# RECORD SET:
----------------------------------------

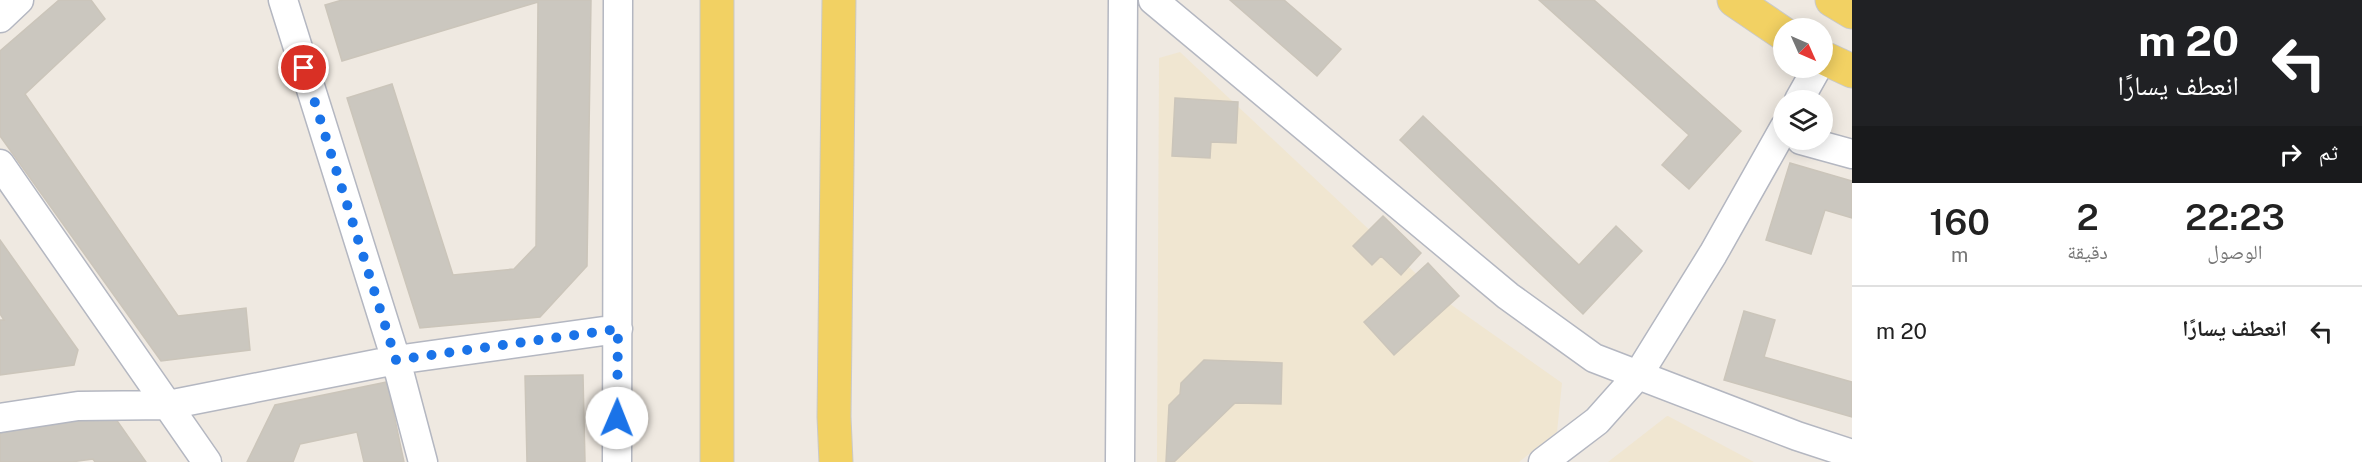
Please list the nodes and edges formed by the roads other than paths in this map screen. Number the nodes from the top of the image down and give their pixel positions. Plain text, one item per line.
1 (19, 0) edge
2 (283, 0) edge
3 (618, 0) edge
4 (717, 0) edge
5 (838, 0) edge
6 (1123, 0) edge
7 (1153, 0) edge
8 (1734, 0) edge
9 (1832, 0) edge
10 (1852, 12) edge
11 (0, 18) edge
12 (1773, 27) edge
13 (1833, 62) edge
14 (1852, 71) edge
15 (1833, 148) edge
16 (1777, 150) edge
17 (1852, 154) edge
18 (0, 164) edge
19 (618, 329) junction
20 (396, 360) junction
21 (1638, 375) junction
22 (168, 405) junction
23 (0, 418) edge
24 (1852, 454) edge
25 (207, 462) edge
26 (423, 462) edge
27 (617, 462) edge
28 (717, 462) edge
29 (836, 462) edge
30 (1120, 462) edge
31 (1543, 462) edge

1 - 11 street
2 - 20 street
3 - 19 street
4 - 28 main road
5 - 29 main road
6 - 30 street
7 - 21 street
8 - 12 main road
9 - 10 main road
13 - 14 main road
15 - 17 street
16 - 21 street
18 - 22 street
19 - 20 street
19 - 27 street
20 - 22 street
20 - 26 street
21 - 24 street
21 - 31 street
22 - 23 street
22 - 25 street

----------------------------------------

# TASK STATEMENT:
Reproduce every entry exactly, but omit each picture.

# RESPONSE AREA:
Please list the nodes and edges formed by the roads other than paths in this map screen. Number the nodes from the top of the image down and give their pixel positions. Plain text, one item per line.
1 (19, 0) edge
2 (283, 0) edge
3 (618, 0) edge
4 (717, 0) edge
5 (838, 0) edge
6 (1123, 0) edge
7 (1153, 0) edge
8 (1734, 0) edge
9 (1832, 0) edge
10 (1852, 12) edge
11 (0, 18) edge
12 (1773, 27) edge
13 (1833, 62) edge
14 (1852, 71) edge
15 (1833, 148) edge
16 (1777, 150) edge
17 (1852, 154) edge
18 (0, 164) edge
19 (618, 329) junction
20 (396, 360) junction
21 (1638, 375) junction
22 (168, 405) junction
23 (0, 418) edge
24 (1852, 454) edge
25 (207, 462) edge
26 (423, 462) edge
27 (617, 462) edge
28 (717, 462) edge
29 (836, 462) edge
30 (1120, 462) edge
31 (1543, 462) edge

1 - 11 street
2 - 20 street
3 - 19 street
4 - 28 main road
5 - 29 main road
6 - 30 street
7 - 21 street
8 - 12 main road
9 - 10 main road
13 - 14 main road
15 - 17 street
16 - 21 street
18 - 22 street
19 - 20 street
19 - 27 street
20 - 22 street
20 - 26 street
21 - 24 street
21 - 31 street
22 - 23 street
22 - 25 street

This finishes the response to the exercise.